Merging assets can create significant benefits. Take for example a married couple pooling their resources to place a down payment on their first home. Individually, homeownership may be out of reach, but by joining forces, they are in a stronger financial position.
Traditionally, it was commonplace for married couples to open a joint account and combine their finances. Today, however, things are less black and white. Some couples cohabit without marrying. Some households are blended, with each partner having different financial responsibilities and priorities. While joint accounts offer a practical means of ensuring mortgage payments and utility bills are paid on time, they are not for everyone.
In the case of a joint account, both parties benefit from equal access to funds and can usually make withdrawals without consulting the other. However, should one party have a bad credit rating, this could negatively impact the other.
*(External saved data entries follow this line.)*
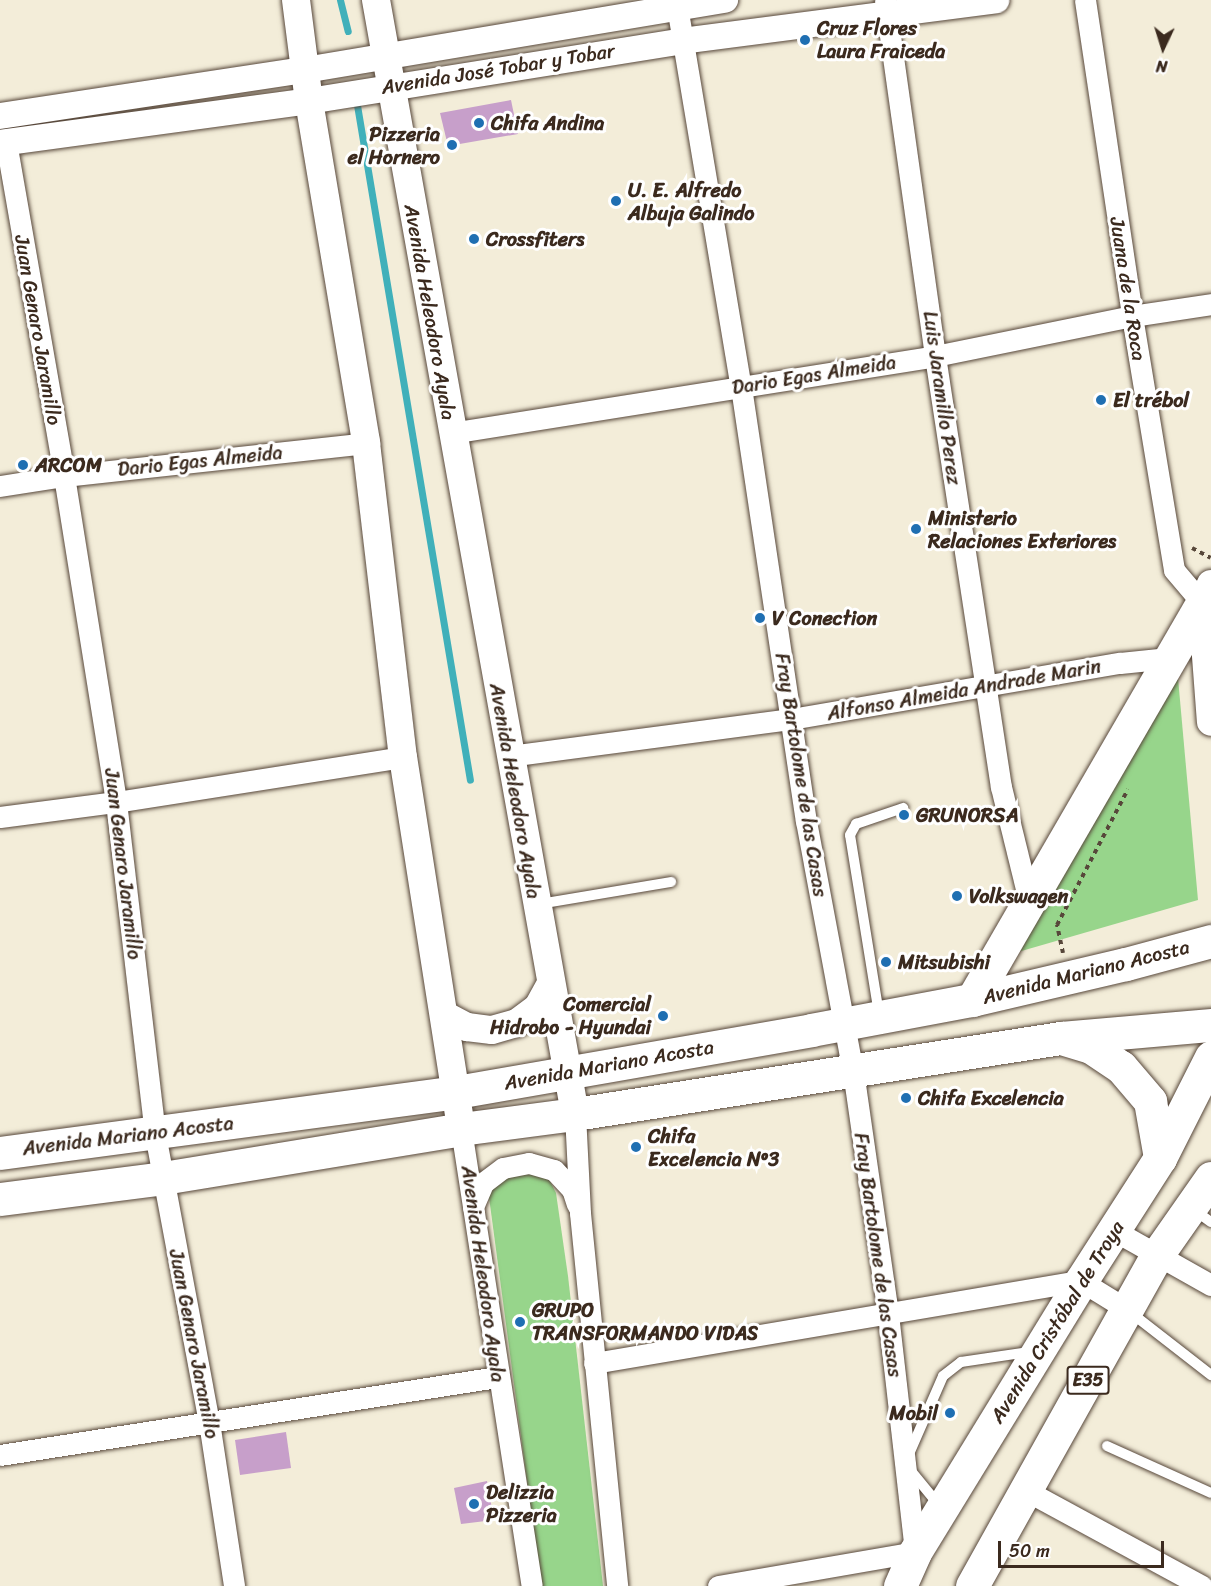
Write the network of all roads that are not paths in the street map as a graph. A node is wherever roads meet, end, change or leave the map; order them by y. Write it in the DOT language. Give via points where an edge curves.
graph roads {
  1 [pos="296,0"];
  2 [pos="376,0"];
  3 [pos="726,0"];
  4 [pos="996,0"];
  5 [pos="1085,0"];
  6 [pos="676,3"];
  7 [pos="886,8"];
  8 [pos="682,41"];
  9 [pos="385,56"];
  10 [pos="304,70"];
  11 [pos="391,85"];
  12 [pos="309,100"];
  13 [pos="0,116"];
  14 [pos="3,143"];
  15 [pos="1211,304"];
  16 [pos="1132,316"];
  17 [pos="935,356"];
  18 [pos="741,387"];
  19 [pos="452,433"];
  20 [pos="366,443"];
  21 [pos="64,476"];
  22 [pos="0,486"];
  23 [pos="1206,594"];
  24 [pos="1169,658"];
  25 [pos="985,686"];
  26 [pos="790,719"];
  27 [pos="1211,722"];
  28 [pos="509,756"];
  29 [pos="403,757"];
  30 [pos="116,802"];
  31 [pos="903,808"];
  32 [pos="0,817"];
  33 [pos="671,882"];
  34 [pos="1029,901"];
  35 [pos="536,904"];
  36 [pos="1211,941"];
  37 [pos="550,985"];
  38 [pos="972,1000"];
  39 [pos="444,1015"];
  40 [pos="880,1018"];
  41 [pos="846,1024"];
  42 [pos="1211,1025"];
  43 [pos="1061,1038"];
  44 [pos="1211,1056"];
  45 [pos="853,1071"];
  46 [pos="567,1072"];
  47 [pos="457,1092"];
  48 [pos="575,1114"];
  49 [pos="461,1129"];
  50 [pos="155,1134"];
  51 [pos="0,1153"];
  52 [pos="1160,1158"];
  53 [pos="163,1178"];
  54 [pos="1211,1178"];
  55 [pos="0,1198"];
  56 [pos="472,1207"];
  57 [pos="580,1213"];
  58 [pos="1201,1215"];
  59 [pos="1115,1231"];
  60 [pos="1157,1255"];
  61 [pos="1081,1281"];
  62 [pos="1211,1285"];
  63 [pos="1128,1310"];
  64 [pos="888,1314"];
  65 [pos="1038,1350"];
  66 [pos="594,1363"];
  67 [pos="1211,1375"];
  68 [pos="497,1377"];
  69 [pos="209,1422"];
  70 [pos="1107,1446"];
  71 [pos="0,1455"];
  72 [pos="1027,1491"];
  73 [pos="1211,1493"];
  74 [pos="942,1508"];
  75 [pos="915,1552"];
  76 [pos="234,1586"];
  77 [pos="532,1586"];
  78 [pos="617,1586"];
  79 [pos="718,1586"];
  80 [pos="900,1586"];
  81 [pos="972,1586"];
  82 [pos="1202,1586"];
  1 -- 10 [label="main road, Avenida Heleodoro Ayala"];
  2 -- 9 [label="main road, Avenida Heleodoro Ayala"];
  3 -- 6 [label="street, Avenida José Tobar y Tobar"];
  4 -- 7 [label="street, Avenida José Tobar y Tobar"];
  5 -- 16 [label="street, Juana de la Roca"];
  6 -- 8 [label="street, Fray Bartolome de las Casas"];
  6 -- 9 [label="street, Avenida José Tobar y Tobar"];
  7 -- 8 [label="street, Avenida José Tobar y Tobar"];
  7 -- 17 [label="street, Luis Jaramillo Perez"];
  8 -- 11 [label="street, Avenida José Tobar y Tobar"];
  8 -- 18 [label="street, Fray Bartolome de las Casas"];
  9 -- 10 [label="street, Avenida José Tobar y Tobar"];
  9 -- 11 [label="main road, Avenida Heleodoro Ayala"];
  10 -- 12 [label="main road, Avenida Heleodoro Ayala"];
  10 -- 13 [label="street, Avenida José Tobar y Tobar"];
  11 -- 12 [label="street, Avenida José Tobar y Tobar"];
  11 -- 19 [label="main road, Avenida Heleodoro Ayala"];
  12 -- 14 [label="street, Avenida José Tobar y Tobar"];
  12 -- 20 [label="main road, Avenida Heleodoro Ayala"];
  14 -- 21 [label="street, Juan Genaro Jaramillo"];
  15 -- 16 [label="street, Dario Egas Almeida"];
  16 -- 17 [label="street, Dario Egas Almeida"];
  16 -- 23 [label="street, Juana de la Roca" via="1174,570"];
  17 -- 18 [label="street, Dario Egas Almeida"];
  17 -- 25 [label="street, Luis Jaramillo Perez"];
  18 -- 19 [label="street, Dario Egas Almeida"];
  18 -- 26 [label="street, Fray Bartolome de las Casas"];
  19 -- 28 [label="main road, Avenida Heleodoro Ayala"];
  20 -- 21 [label="street, Dario Egas Almeida"];
  20 -- 29 [label="main road, Avenida Heleodoro Ayala"];
  21 -- 22 [label="street, Dario Egas Almeida"];
  21 -- 30 [label="street, Juan Genaro Jaramillo"];
  23 -- 24 [label="main road"];
  23 -- 27 [label="main road"];
  24 -- 25 [label="street, Alfonso Almeida Andrade Marin"];
  24 -- 34 [label="main road"];
  25 -- 26 [label="street, Alfonso Almeida Andrade Marin"];
  25 -- 34 [label="street, Luis Jaramillo Perez" via="1001,788"];
  26 -- 28 [label="street, Alfonso Almeida Andrade Marin"];
  26 -- 41 [label="street, Fray Bartolome de las Casas"];
  28 -- 35 [label="main road, Avenida Heleodoro Ayala"];
  29 -- 30 [label="street"];
  29 -- 39 [label="main road, Avenida Heleodoro Ayala"];
  30 -- 32 [label="street"];
  30 -- 50 [label="street, Juan Genaro Jaramillo"];
  31 -- 40 [label="lane" via="856,824 850,835"];
  33 -- 35 [label="lane"];
  34 -- 38 [label="main road"];
  35 -- 37 [label="main road, Avenida Heleodoro Ayala"];
  36 -- 38 [label="main road, Avenida Mariano Acosta"];
  37 -- 39 [label="main road" via="538,1007 517,1023 492,1030 467,1027"];
  37 -- 46 [label="main road, Avenida Heleodoro Ayala"];
  38 -- 40 [label="main road, Avenida Mariano Acosta"];
  39 -- 47 [label="main road, Avenida Heleodoro Ayala"];
  40 -- 41 [label="main road, Avenida Mariano Acosta"];
  41 -- 45 [label="street, Fray Bartolome de las Casas"];
  41 -- 46 [label="main road, Avenida Mariano Acosta"];
  42 -- 43 [label="main road, Avenida Mariano Acosta"];
  43 -- 45 [label="main road, Avenida Mariano Acosta"];
  43 -- 52 [label="main road" via="1091,1047 1121,1067 1150,1101"];
  44 -- 52 [label="main road, Avenida Cristóbal de Troya"];
  45 -- 48 [label="main road, Avenida Mariano Acosta"];
  45 -- 64 [label="street, Fray Bartolome de las Casas"];
  46 -- 47 [label="main road, Avenida Mariano Acosta"];
  46 -- 48 [label="main road, Avenida Heleodoro Ayala"];
  47 -- 49 [label="main road, Avenida Heleodoro Ayala"];
  47 -- 50 [label="main road, Avenida Mariano Acosta"];
  48 -- 49 [label="main road, Avenida Mariano Acosta"];
  48 -- 57 [label="street, Avenida Heleodoro Ayala"];
  49 -- 53 [label="main road, Avenida Mariano Acosta"];
  49 -- 56 [label="street, Avenida Heleodoro Ayala"];
  50 -- 51 [label="main road, Avenida Mariano Acosta"];
  50 -- 53 [label="street, Juan Genaro Jaramillo"];
  52 -- 59 [label="main road, Avenida Cristóbal de Troya"];
  53 -- 55 [label="main road, Avenida Mariano Acosta"];
  53 -- 69 [label="street, Juan Genaro Jaramillo"];
  54 -- 58 [label="main road, E35"];
  56 -- 57 [label="street" via="483,1183 503,1168 529,1163 554,1170 572,1189"];
  56 -- 68 [label="street, Avenida Heleodoro Ayala"];
  57 -- 66 [label="street, Avenida Heleodoro Ayala"];
  58 -- 60 [label="main road, E35"];
  59 -- 60 [label="street"];
  59 -- 61 [label="main road, Avenida Cristóbal de Troya"];
  60 -- 62 [label="street"];
  60 -- 63 [label="main road, E35"];
  61 -- 63 [label="street"];
  61 -- 64 [label="street"];
  61 -- 65 [label="main road, Avenida Cristóbal de Troya"];
  63 -- 67 [label="lane"];
  63 -- 72 [label="main road, E35"];
  64 -- 66 [label="street"];
  64 -- 75 [label="street, Fray Bartolome de las Casas"];
  65 -- 74 [label="main road, Avenida Cristóbal de Troya"];
  65 -- 74 [label="lane" via="961,1362 943,1376 909,1454 911,1471"];
  66 -- 78 [label="street, Avenida Heleodoro Ayala"];
  68 -- 69 [label="street"];
  68 -- 77 [label="street, Avenida Heleodoro Ayala"];
  69 -- 71 [label="street"];
  69 -- 76 [label="street, Juan Genaro Jaramillo"];
  70 -- 73 [label="lane"];
  72 -- 81 [label="main road, E35"];
  72 -- 82 [label="street"];
  74 -- 75 [label="main road, Avenida Cristóbal de Troya"];
  75 -- 79 [label="street"];
  75 -- 80 [label="main road, Avenida Cristóbal de Troya"];
}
Furthermore, should either party incur overdraft debt, both parties will be jointly responsible, which could potentially cause friction in the relationship.
Turning to the positives, combining finances makes it easier for a couple to track household expenses, enabling them to budget more effectively. In addition, two sets of income are likely to earn more interest than a sole account, with many banks offering additional perks for those who opt for a packaged joint account.
In a relationship, irrespective of whether the couple operates a joint account, one party is typically responsible for managing the finances, including paying all of the bills and serving as a main point of contact for accountants and financial advisors.
Should the couple separate, the party with limited knowledge of the finances will find themselves at a distinct disadvantage when it comes to understanding ownership of the property. This lack of awareness can present significant challenges when it comes to negotiating appropriate property settlement terms and safeguarding the financial future of both parties.